"Batrisodes venyivi" Helotes mold beetle
- Conservation status: Endangered (ESA)

Scientific classification
- Kingdom: Animalia
- Phylum: Arthropoda
- Class: Insecta
- Order: Coleoptera
- Suborder: Polyphaga
- Infraorder: Staphyliniformia
- Family: Staphylinidae
- Genus: Batrisodes
- Species: B. venyivi
- Binomial name: Batrisodes venyivi Chandler, 1992

= Batrisodes venyivi =

- Genus: Batrisodes
- Species: venyivi
- Authority: Chandler, 1992
- Conservation status: LE

Species of beetle

Batrisodes venyivi, also known as Helotes mold beetle, is an eyeless beetle in the family Staphylinidae. They are found exclusively in the dark zones of caves in the Southwest region of Texas. More specifically, they have been found in eight caves throughout Bexar County, Texas. Similar species include the eight other Bexar County invertebrates, such as Rhadine exilis or Rhadine infernalis. All nine of these species are protected under the Endangered Species Act. Despite the efforts of a small number of researchers, the logistical challenges of accessing this habitat greatly limit the amount and type of information. Very little is known of the species' behavior, population trends, or general ecology.

== Description ==
The Helotes mold beetles average about two millimeters in length. No current information is available about the coloration of the Helotes mold beetles.
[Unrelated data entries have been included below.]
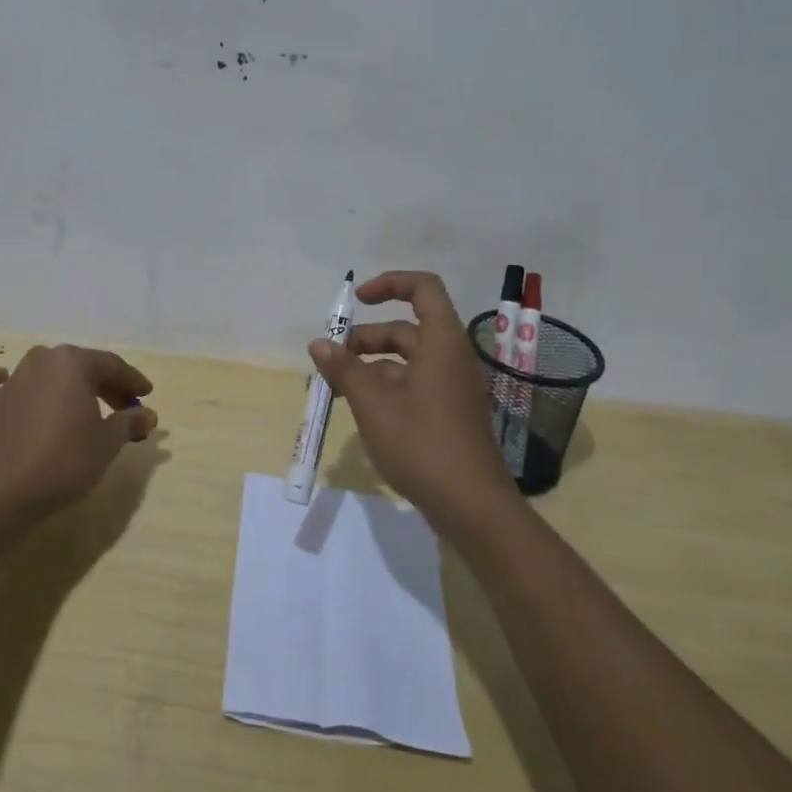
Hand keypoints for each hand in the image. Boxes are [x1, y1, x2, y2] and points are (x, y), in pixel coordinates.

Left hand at [0, 344, 157, 521]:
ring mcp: (12, 381)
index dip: (132, 381)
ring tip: (80, 406)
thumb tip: (147, 415)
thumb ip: (128, 422)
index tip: (146, 396)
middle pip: (80, 367)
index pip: (111, 365)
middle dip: (105, 386)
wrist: (9, 492)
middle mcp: (41, 361)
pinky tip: (1, 379)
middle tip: (124, 410)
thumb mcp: (108, 442)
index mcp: (72, 362)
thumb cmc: (67, 459)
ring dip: (64, 384)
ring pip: (44, 371)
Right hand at [309, 270, 512, 531]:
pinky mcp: (447, 414)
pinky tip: (361, 412)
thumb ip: (344, 369)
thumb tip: (319, 343)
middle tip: (331, 360)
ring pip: (405, 361)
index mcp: (441, 342)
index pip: (422, 288)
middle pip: (405, 328)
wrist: (472, 507)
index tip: (357, 300)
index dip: (390, 284)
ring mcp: (450, 388)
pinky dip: (384, 388)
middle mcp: (449, 358)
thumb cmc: (422, 444)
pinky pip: (412, 385)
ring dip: (370, 367)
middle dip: (365, 338)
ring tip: (337, 389)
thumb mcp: (373, 404)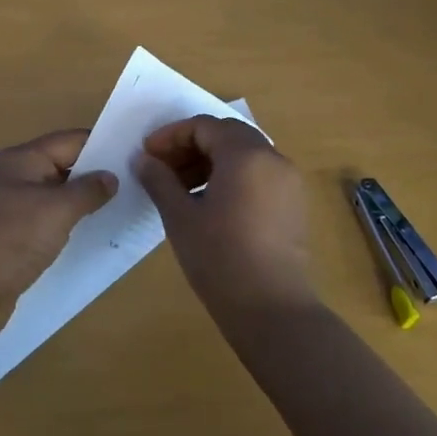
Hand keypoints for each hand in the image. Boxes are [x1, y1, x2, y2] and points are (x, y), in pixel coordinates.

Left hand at [0, 129, 118, 341]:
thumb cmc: (12, 239)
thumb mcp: (57, 209)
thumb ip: (88, 190)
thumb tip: (111, 177)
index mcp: (23, 160)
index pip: (70, 140)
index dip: (102, 144)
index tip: (136, 154)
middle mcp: (17, 177)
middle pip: (65, 166)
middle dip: (97, 173)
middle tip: (138, 183)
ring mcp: (14, 207)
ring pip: (58, 195)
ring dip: (86, 201)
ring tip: (125, 207)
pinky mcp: (15, 236)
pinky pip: (50, 221)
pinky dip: (71, 224)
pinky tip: (96, 233)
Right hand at [136, 115, 316, 316]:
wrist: (272, 309)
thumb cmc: (220, 258)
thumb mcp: (180, 217)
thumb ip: (159, 180)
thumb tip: (143, 159)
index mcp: (246, 155)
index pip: (204, 126)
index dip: (171, 135)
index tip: (147, 155)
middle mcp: (273, 159)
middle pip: (227, 135)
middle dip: (190, 146)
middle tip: (161, 168)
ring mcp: (288, 182)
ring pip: (244, 155)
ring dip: (210, 162)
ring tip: (180, 188)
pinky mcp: (293, 204)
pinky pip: (258, 175)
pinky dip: (231, 177)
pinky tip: (208, 204)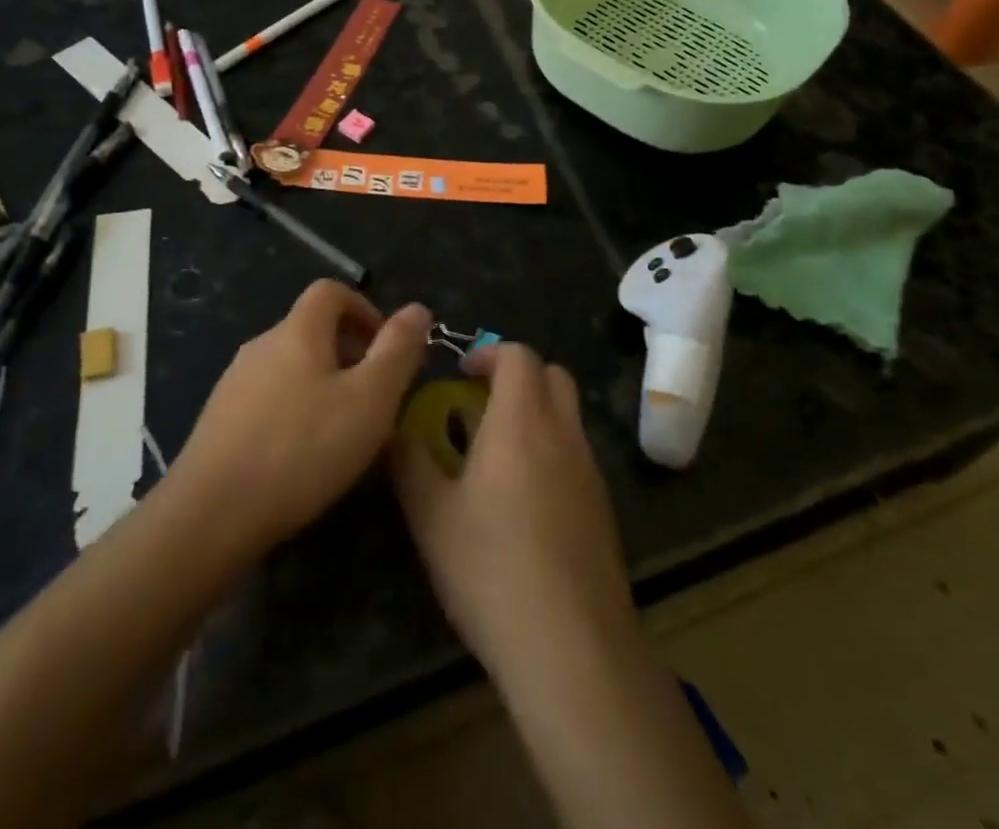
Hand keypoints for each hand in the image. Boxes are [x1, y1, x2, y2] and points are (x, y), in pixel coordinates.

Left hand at [170, 280, 429, 557]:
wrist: (211, 514)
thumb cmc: (302, 449)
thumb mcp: (369, 400)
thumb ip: (397, 351)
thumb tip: (417, 308)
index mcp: (297, 331)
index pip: (330, 291)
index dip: (364, 308)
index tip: (386, 348)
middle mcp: (261, 345)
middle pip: (311, 328)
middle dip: (349, 351)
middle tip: (374, 396)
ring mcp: (234, 382)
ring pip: (290, 365)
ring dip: (323, 383)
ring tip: (343, 430)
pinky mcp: (219, 419)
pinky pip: (268, 397)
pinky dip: (294, 409)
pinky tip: (302, 455)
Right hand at [392, 344, 635, 676]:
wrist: (572, 647)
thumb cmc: (492, 568)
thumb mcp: (431, 515)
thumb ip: (409, 461)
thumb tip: (395, 429)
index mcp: (522, 420)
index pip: (518, 355)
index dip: (488, 352)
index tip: (459, 373)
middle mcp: (563, 433)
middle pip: (553, 374)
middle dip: (517, 375)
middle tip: (479, 402)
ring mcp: (590, 471)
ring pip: (567, 415)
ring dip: (535, 412)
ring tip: (494, 453)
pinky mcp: (603, 508)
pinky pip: (576, 454)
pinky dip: (551, 449)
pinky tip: (523, 500)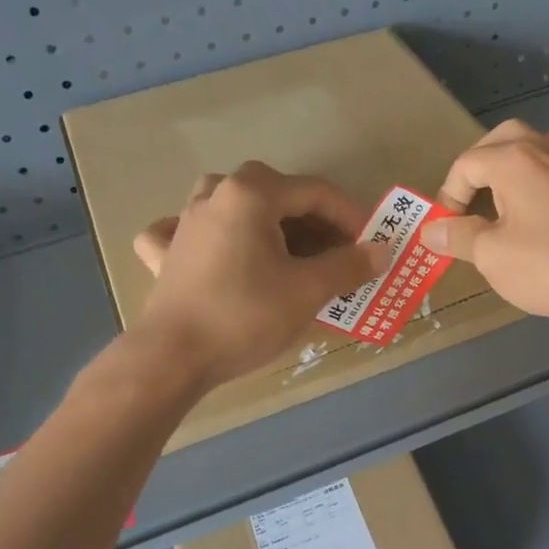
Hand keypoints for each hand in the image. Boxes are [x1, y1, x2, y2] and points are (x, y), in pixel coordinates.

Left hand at [127, 162, 379, 387]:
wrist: (175, 357)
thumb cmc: (247, 315)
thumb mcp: (308, 290)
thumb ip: (348, 265)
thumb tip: (381, 251)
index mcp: (251, 195)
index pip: (314, 192)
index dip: (350, 215)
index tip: (371, 242)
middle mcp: (215, 196)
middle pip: (275, 193)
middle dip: (313, 220)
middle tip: (338, 251)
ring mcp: (184, 222)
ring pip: (233, 205)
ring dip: (266, 221)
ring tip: (287, 248)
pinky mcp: (166, 254)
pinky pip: (190, 231)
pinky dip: (209, 237)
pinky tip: (215, 250)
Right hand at [417, 120, 548, 331]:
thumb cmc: (548, 265)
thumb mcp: (491, 255)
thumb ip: (458, 237)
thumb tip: (431, 231)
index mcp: (513, 158)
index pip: (466, 165)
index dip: (448, 197)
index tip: (446, 231)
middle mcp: (543, 148)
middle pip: (500, 141)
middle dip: (477, 169)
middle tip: (466, 204)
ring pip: (530, 147)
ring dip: (507, 168)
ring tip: (496, 202)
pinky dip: (533, 180)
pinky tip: (531, 210)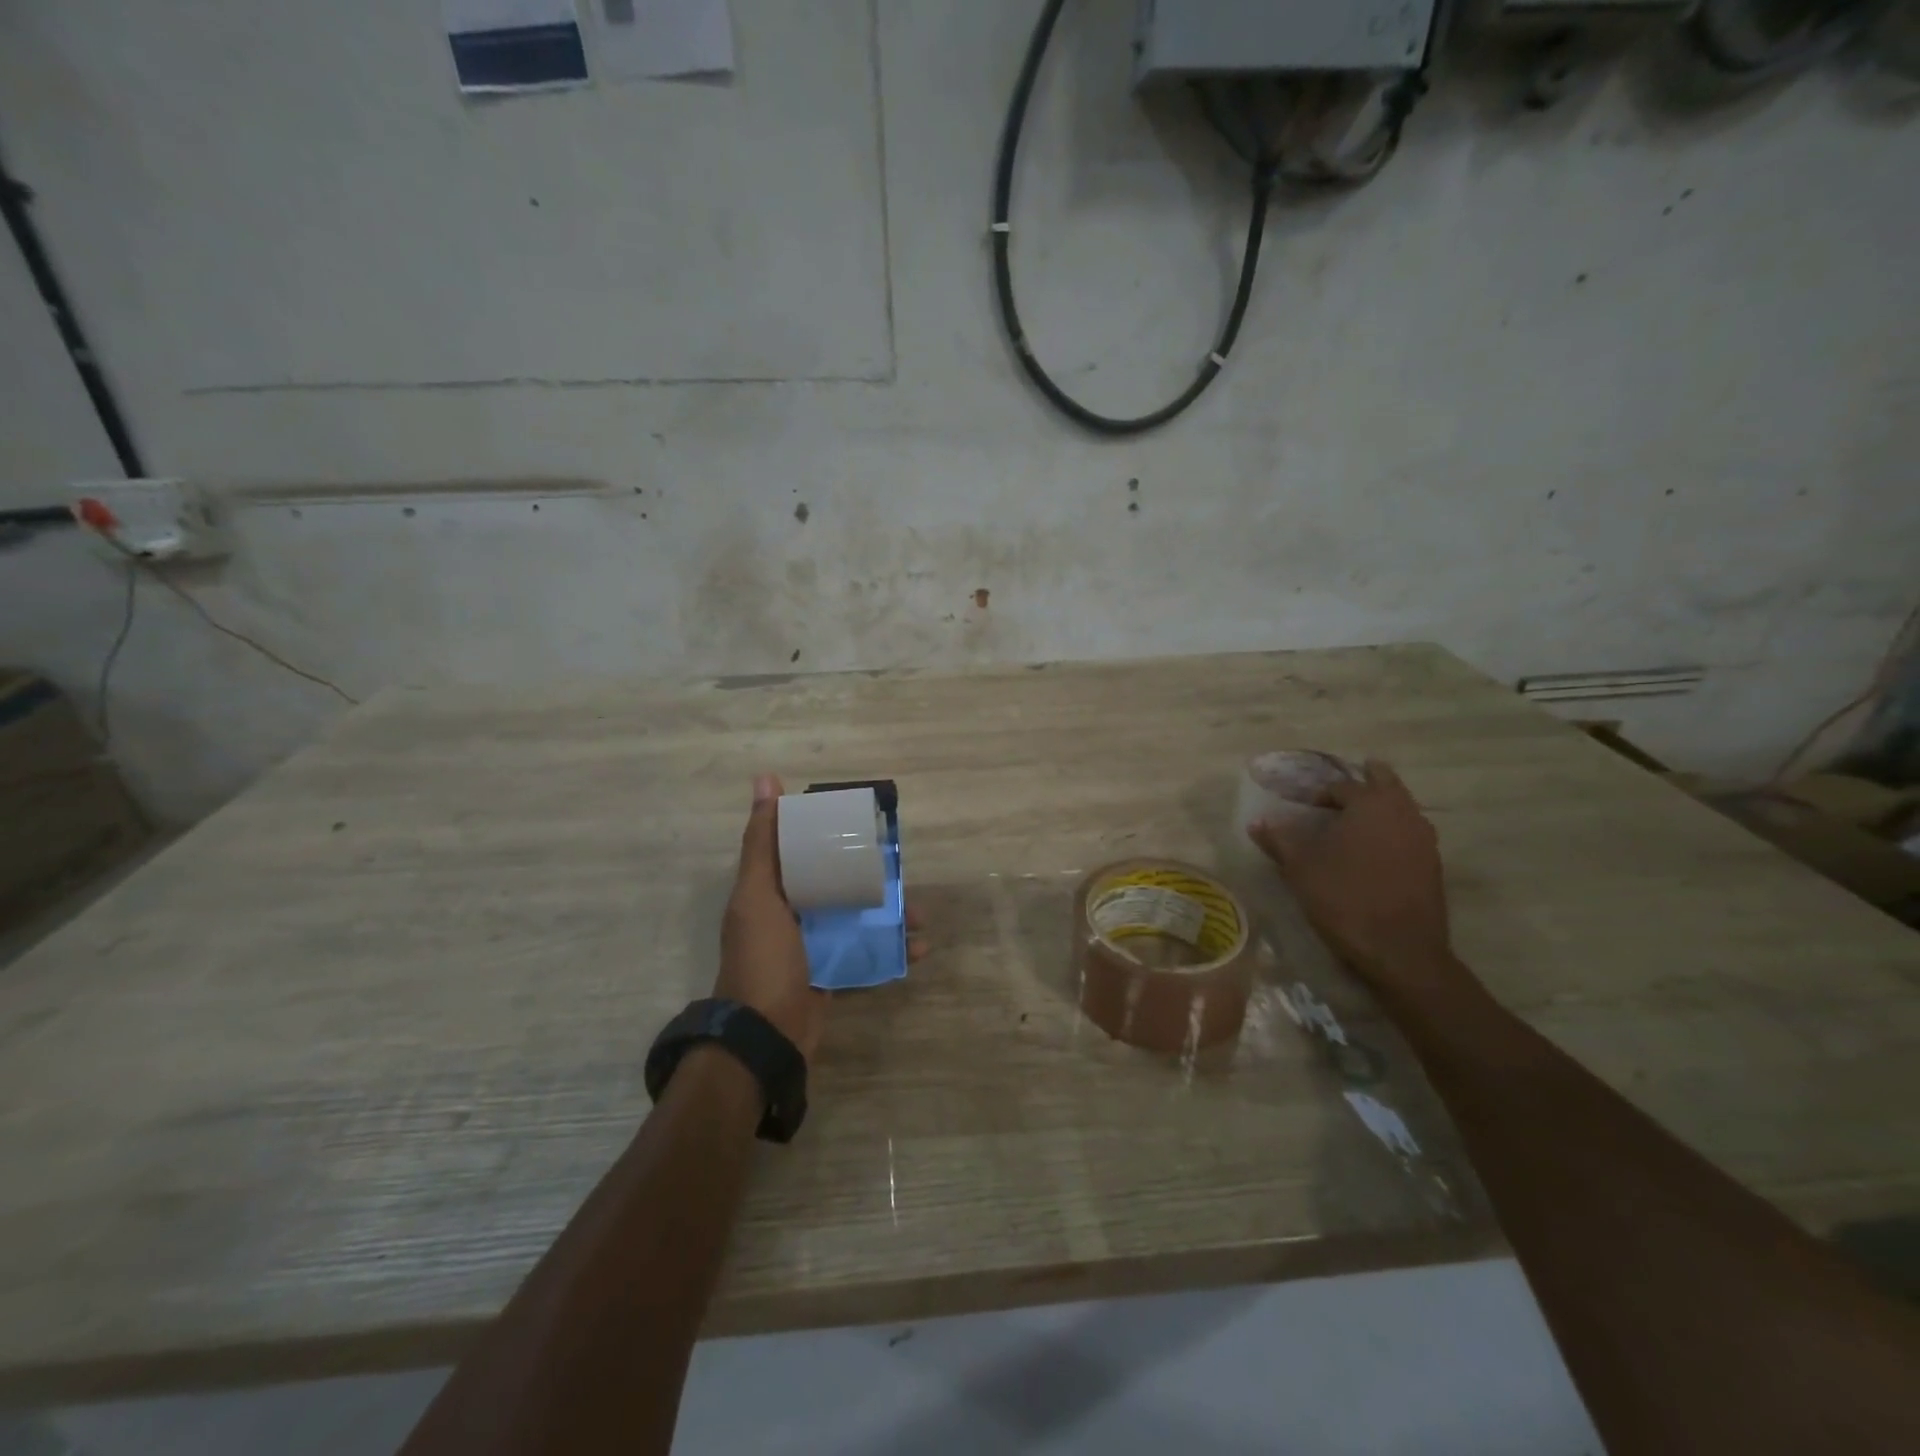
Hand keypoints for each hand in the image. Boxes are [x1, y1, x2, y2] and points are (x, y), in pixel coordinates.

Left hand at [717, 774, 927, 1063]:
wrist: (766, 1036)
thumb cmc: (763, 958)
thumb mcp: (759, 894)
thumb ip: (763, 840)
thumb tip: (765, 778)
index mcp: (771, 891)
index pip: (802, 851)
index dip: (828, 835)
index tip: (862, 823)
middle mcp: (792, 915)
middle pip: (837, 884)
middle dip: (870, 877)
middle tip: (901, 871)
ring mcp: (815, 947)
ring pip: (858, 919)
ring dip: (890, 916)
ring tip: (919, 915)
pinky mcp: (833, 975)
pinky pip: (867, 956)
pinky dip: (892, 952)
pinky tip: (918, 948)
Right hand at [1247, 760, 1465, 1004]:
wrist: (1400, 950)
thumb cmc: (1344, 898)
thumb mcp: (1300, 868)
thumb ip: (1279, 840)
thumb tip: (1257, 822)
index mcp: (1370, 805)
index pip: (1343, 786)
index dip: (1321, 794)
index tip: (1305, 808)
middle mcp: (1403, 813)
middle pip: (1387, 784)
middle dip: (1369, 779)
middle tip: (1353, 780)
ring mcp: (1424, 840)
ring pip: (1404, 808)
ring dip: (1385, 805)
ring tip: (1362, 817)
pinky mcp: (1432, 866)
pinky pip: (1411, 834)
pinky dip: (1394, 831)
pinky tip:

The Helotes mold beetles are eyeless arthropods. There are 5 species of 'Batrisodes' in the Edwards Plateau region that typically differ from their usual species traits. The species in this region have abnormally long antennae and legs. Additionally, the species that live under these conditions often develop elongated sensory setae that enable them to attach to irregular cave surfaces.

== Ecology ==

=== Diet ===
Helotes mold beetles are omnivores. They consume animal or plant materials that have been transported via water or wind to their habitats. They play an important role in their ecosystem, as they eat invertebrates such as mites, springtails, and cave crickets. In addition, they are eaten by other invertebrates and vertebrates in caves. Their overall role in their ecosystem is still in the process of being researched by scientists, but they are a large part of the food chain in Bexar County, Texas.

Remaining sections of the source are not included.